Mountain villages, unlike plains villages, are spread out with fields between the houses, so there are no houses 'next door' -- the nearest is several fields away, and not on the same level either. Plains villages, on the other hand, often have the narrowest passages between houses, and sometimes share common walls like apartment buildings. (The plains villages are also sometimes enclosed by defense walls.) In Ceylon the opposite pattern is found: in the plains the houses are spread out with fields between them (Ceylon never had the invasions, etc., that require defensive village works), but in the hills the villages are built by the tea estate owners for the tea pickers, and are as close as possible to each other to allow for more tea bushes. (No tea is grown in Kumaon, which is the dry side of the Himalayas, but Darjeeling tea is highly valued.)
You'll notice that refugee relief taxes now apply to postage, as well as a lot of other things. When I was in Delhi recently there were several mock air raids -- mock in every sense, since they were looked upon generally as a nuisance to be cooperated with as little as possible.

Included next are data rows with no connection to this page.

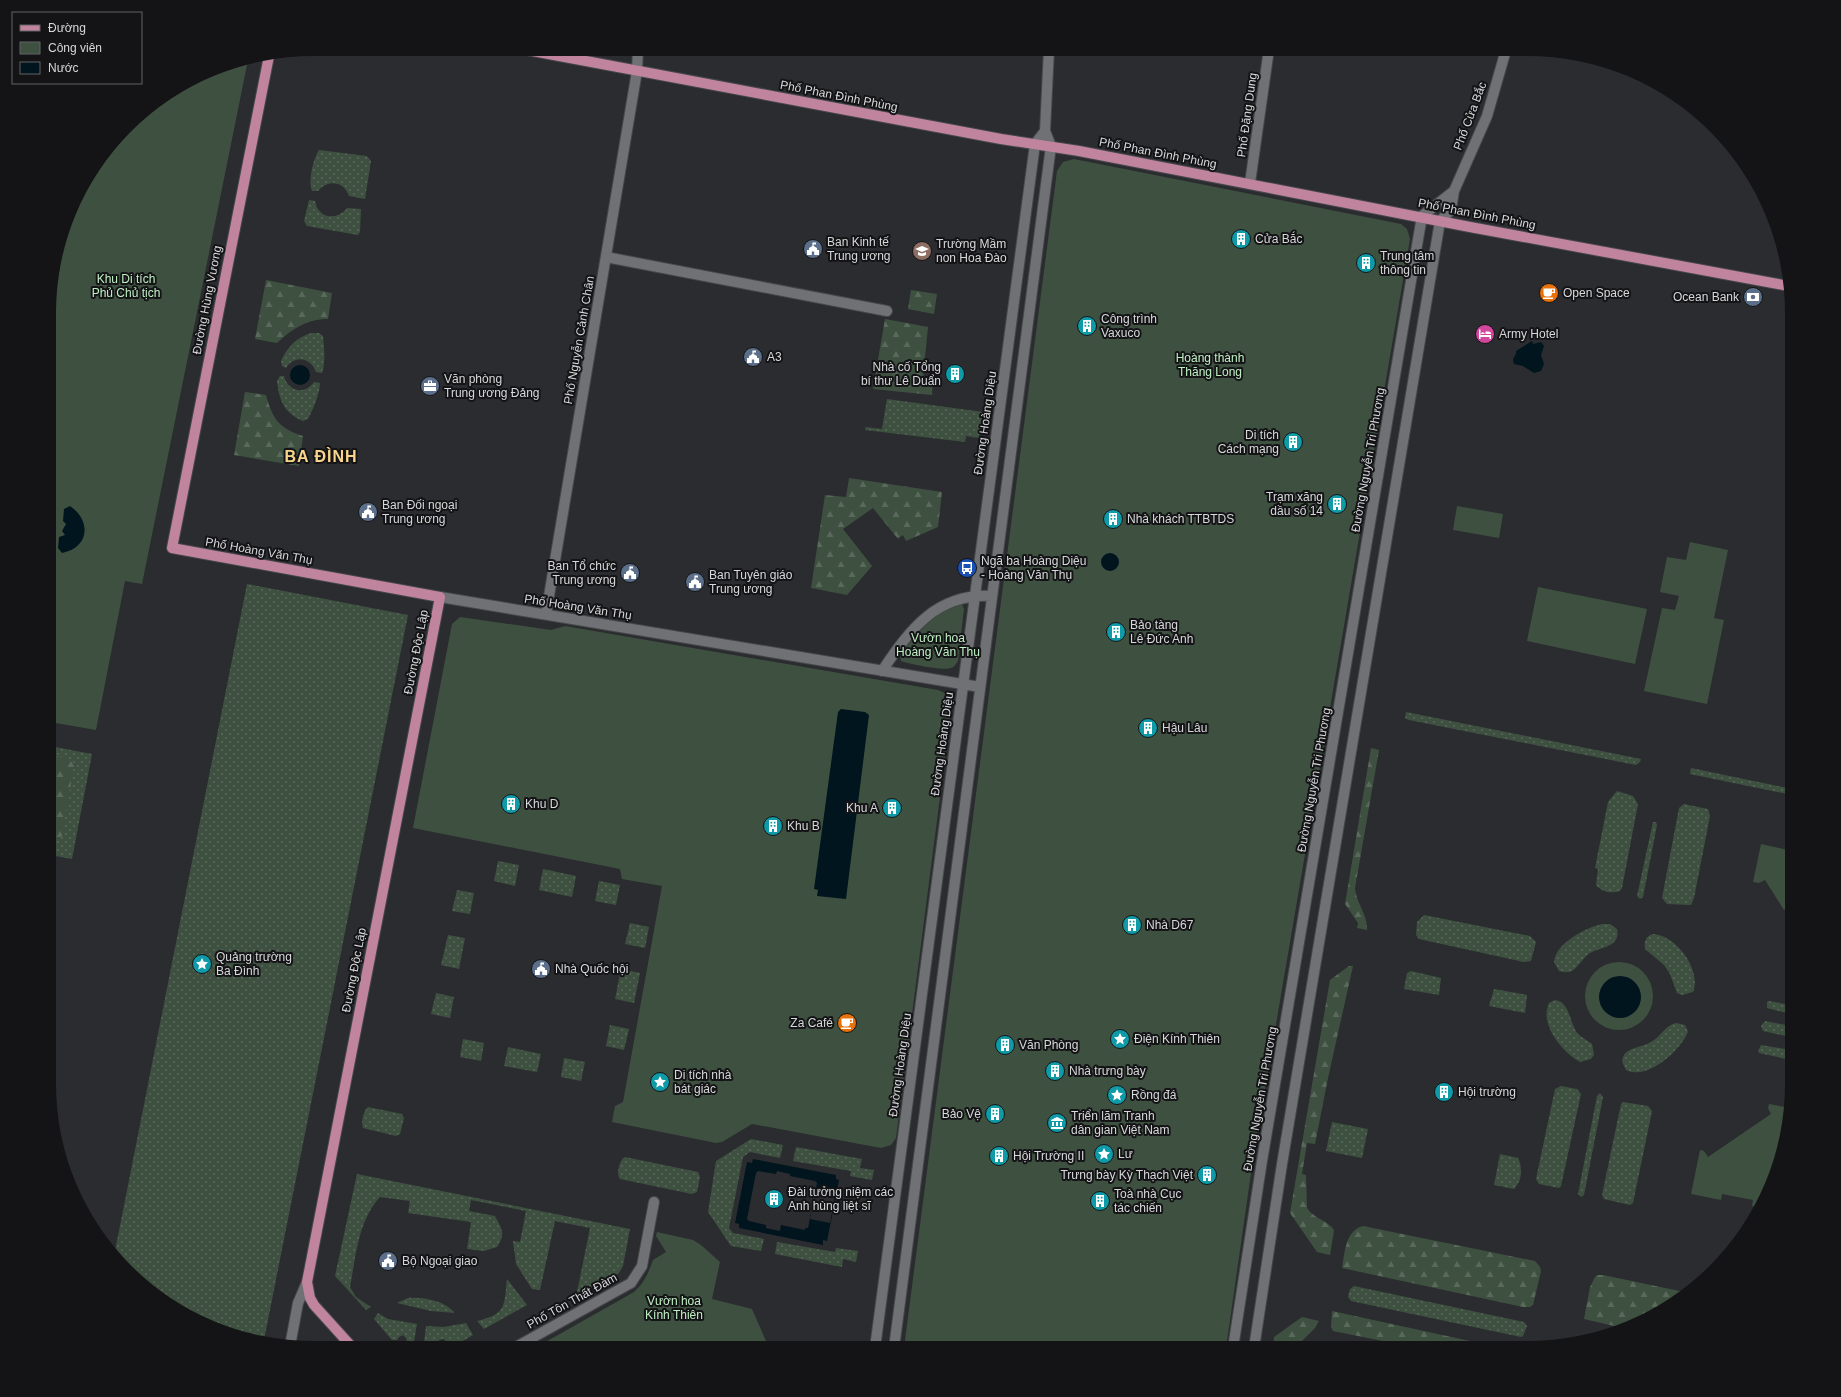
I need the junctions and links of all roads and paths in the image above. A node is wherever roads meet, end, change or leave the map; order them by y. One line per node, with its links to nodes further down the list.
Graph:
1 (559, 56): 7 (main road, Phố Phan Đình Phùng)
2 (638, 56): 7 (street, Phố Nguyễn Cảnh Chân)
3 (1050, 56): 8 (street)
4 (1268, 56): 11 (street, Phố Đặng Dung)
5 (1504, 56): 12 (street, Phố Cửa Bắc)
6 (268, 60): 20 (main road, Đường Hùng Vương)
7 (637, 71): 9 (main road, Phố Phan Đình Phùng); 15 (street, Phố Nguyễn Cảnh Chân)
8 (1045, 131): 9 (street); 10 (street)
9 (1035, 144): 10 (main road, Phố Phan Đình Phùng); 18 (street, Đường Hoàng Diệu)
10 (1051, 146): 11 (main road, Phố Phan Đình Phùng); 19 (street)
11 (1250, 183): 13 (main road, Phố Phan Đình Phùng)
12 (1454, 191): 13 (street, Phố Cửa Bắc); 14 (street, Phố Cửa Bắc)
13 (1422, 216): 14 (main road, Phố Phan Đình Phùng); 35 (street, Đường Nguyễn Tri Phương)
14 (1440, 221): 16 (main road, Phố Phan Đình Phùng); 36 (street)
15 (606, 257): 17 (street); 24 (street, Phố Nguyễn Cảnh Chân)
16 (1783, 285)
17 (887, 311)
18 (1011, 326): 19 (street); 21 (street, Đường Hoàng Diệu)
19 (1027, 328): 22 (street)
20 (172, 548): 23 (main road, Phố Hoàng Văn Thụ)
21 (975, 595): 22 (street); 25 (street); 26 (street, Đường Hoàng Diệu)
22 (992, 596): 27 (street)
23 (440, 597): 24 (street, Phố Hoàng Văn Thụ); 29 (main road, Đường Độc Lập)
24 (546, 614): 25 (street, Phố Hoàng Văn Thụ)
25 (882, 670): 26 (street, Phố Hoàng Văn Thụ)
26 (964, 684): 27 (street, Phố Hoàng Văn Thụ); 33 (street, Đường Hoàng Diệu)
27 (980, 687): 34 (street)
28 (654, 1202): 32 (street, Phố Tôn Thất Đàm)
29 (307, 1282): 30 (street, Đường Độc Lập); 31 (main road)
30 (291, 1340)
31 (346, 1341)
32 (527, 1341)
33 (876, 1341)
34 (895, 1341)
35 (1234, 1341)
36 (1255, 1341)

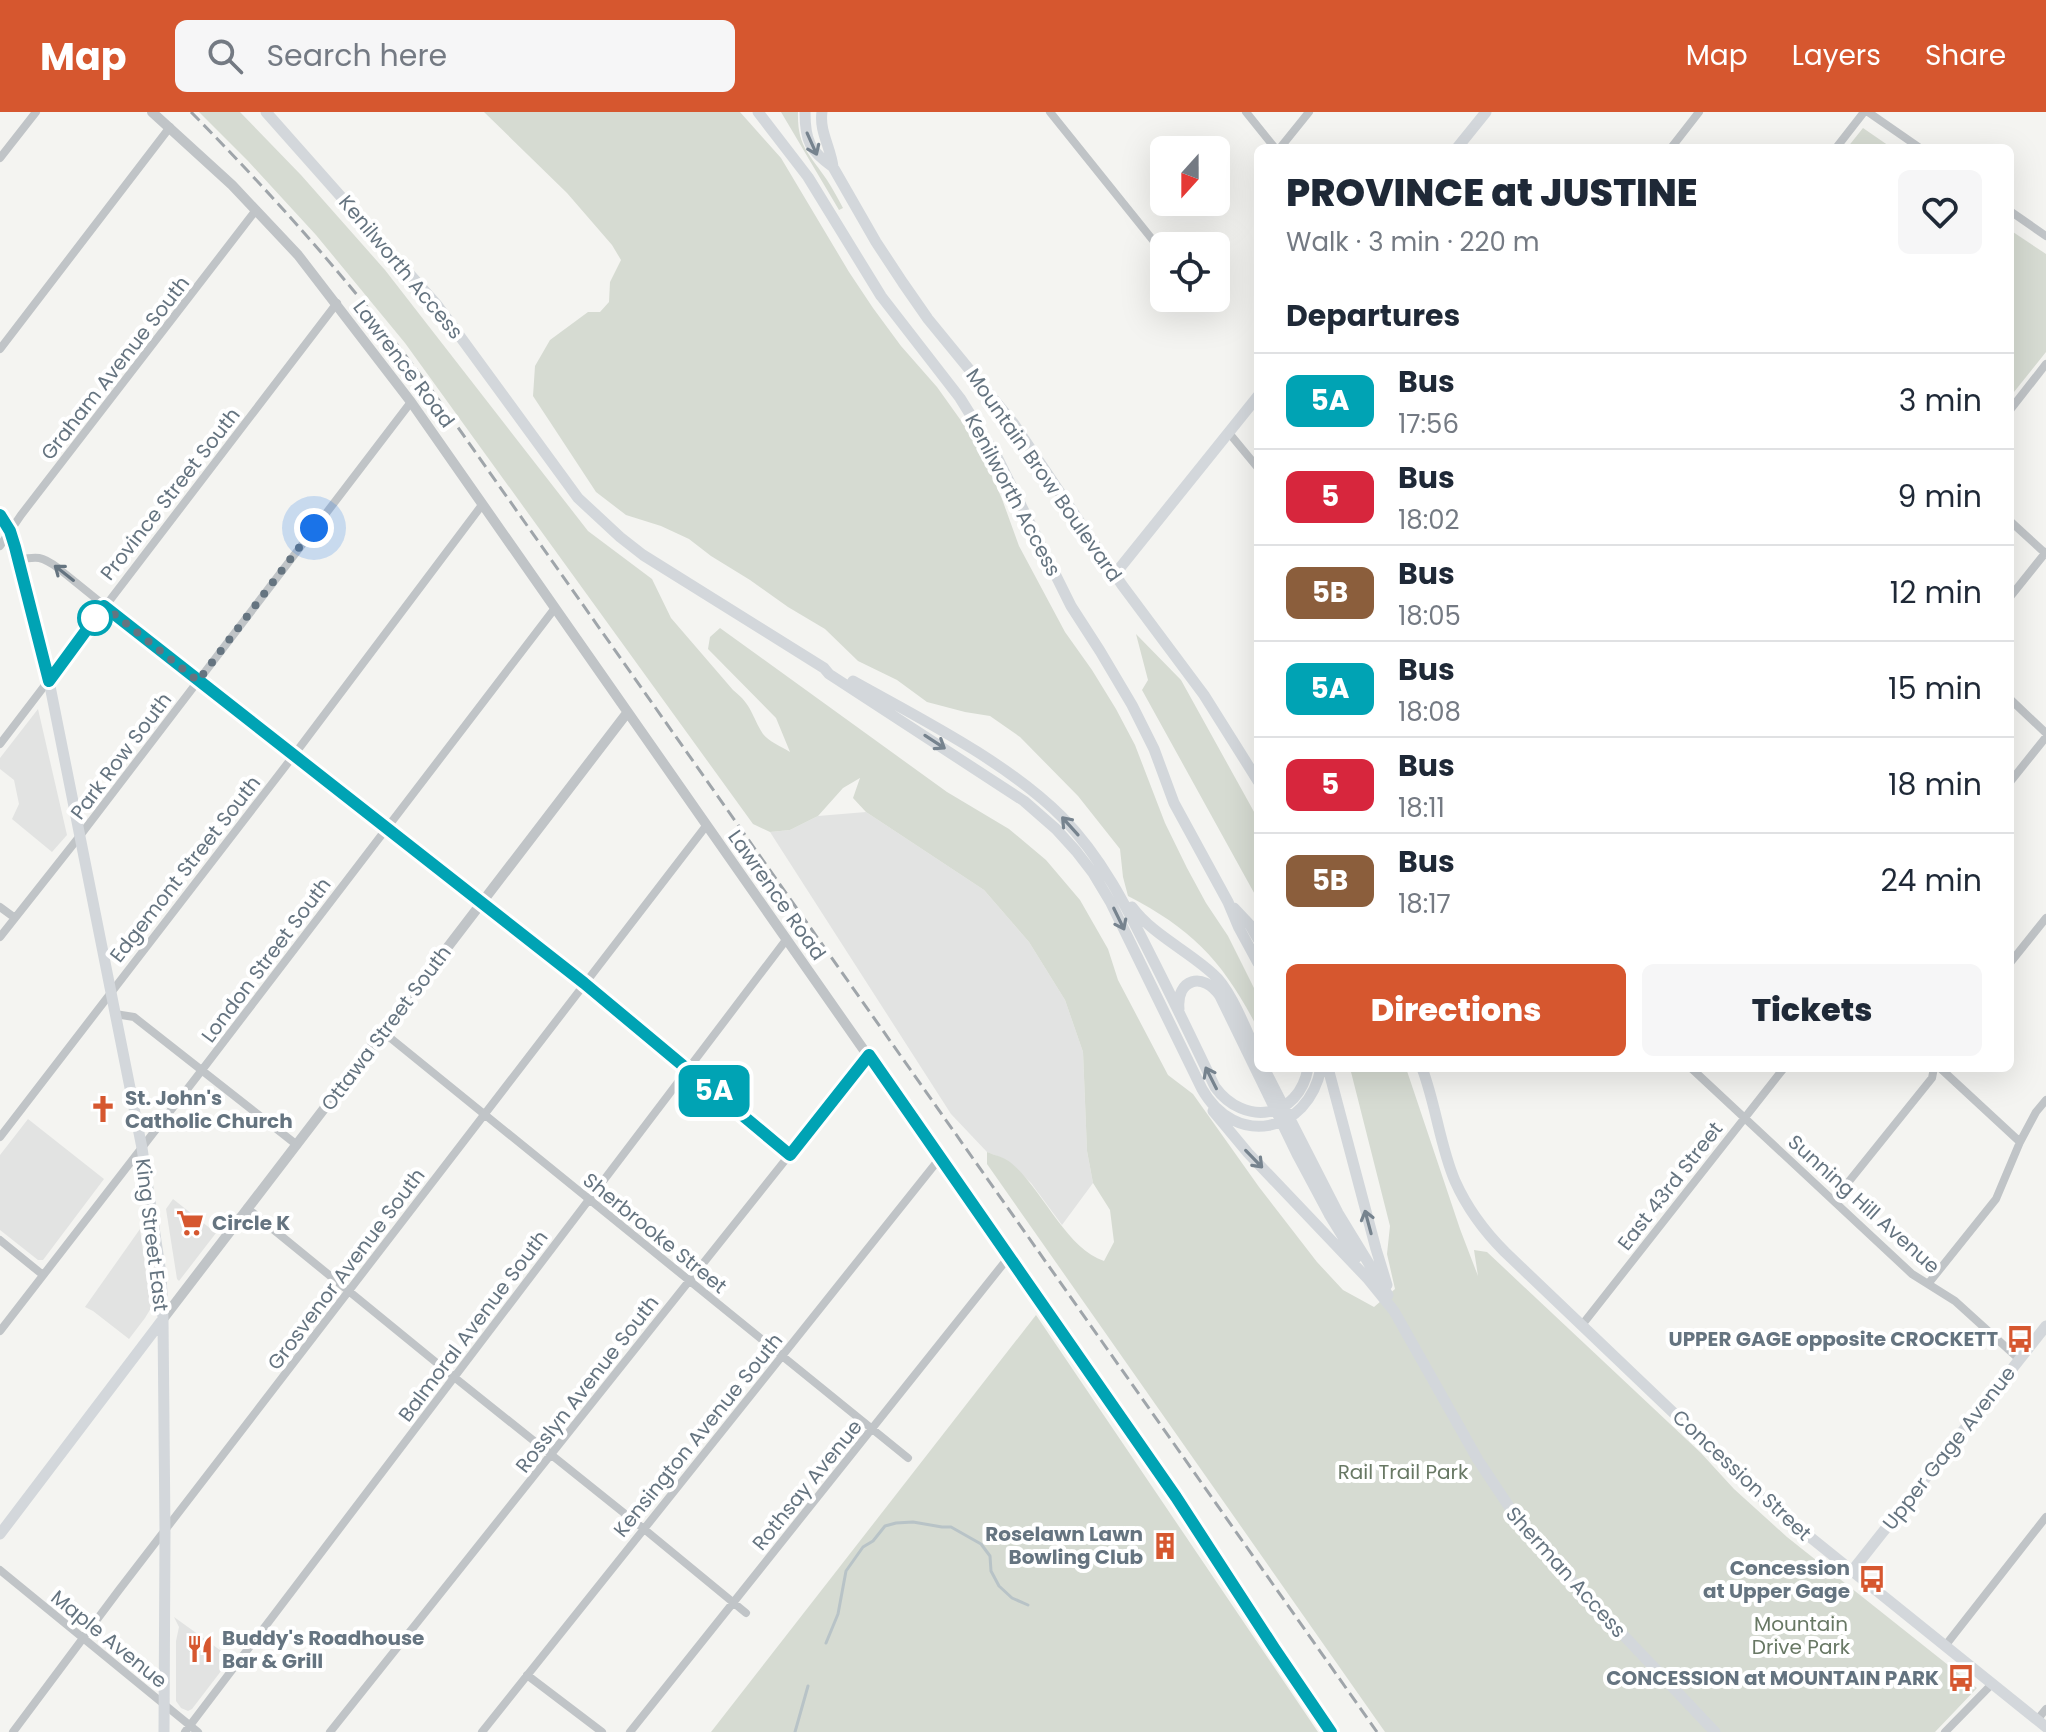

The Delhi papers are full of Bangladesh Freedom Fighter Victory Reports -- which have an air of vague plausibility and cars have bumper and windshield stickers: LIBERATE BANGLADESH; PUNISH YAHYA; CRUSH PAKISTAN. The only concern we have in Almora is that if a war does start (no one really knows if it will) they may try to evacuate us, since we're close to restricted border territory, as I'm told happened in '65, when they got everyone into evacuation centers ready to ship them out of the country, but the war ended before anyone got sent out (as it almost certainly would again), and so everyone was released again. War in these parts has something to be said for it. My only brush with belligerents so far was in Delhi: a troop of Hari Krishna freaks from California besieged the city, trying to convert the blasé Indians to the True Faith -- talk about selling ice-boxes to the Eskimos! -- I was first mistaken for one (a Krishna freak not an Eskimo), then spiritually propositioned by one (a Krishna Eskimo for all I know) -- and would have -- preferred, I think, a Moslem invasion by the Pakistan Army.
Far from that madness, the fields are green with winter wheat. The cherry trees are in blossom (yes, I know it's late November; nevertheless the cherry trees are in blossom); leaves glisten in the bright sunlight, which each morning illuminates the dew gathered in thousands of spider webs. The nine forests waver green and silver through wafting fog.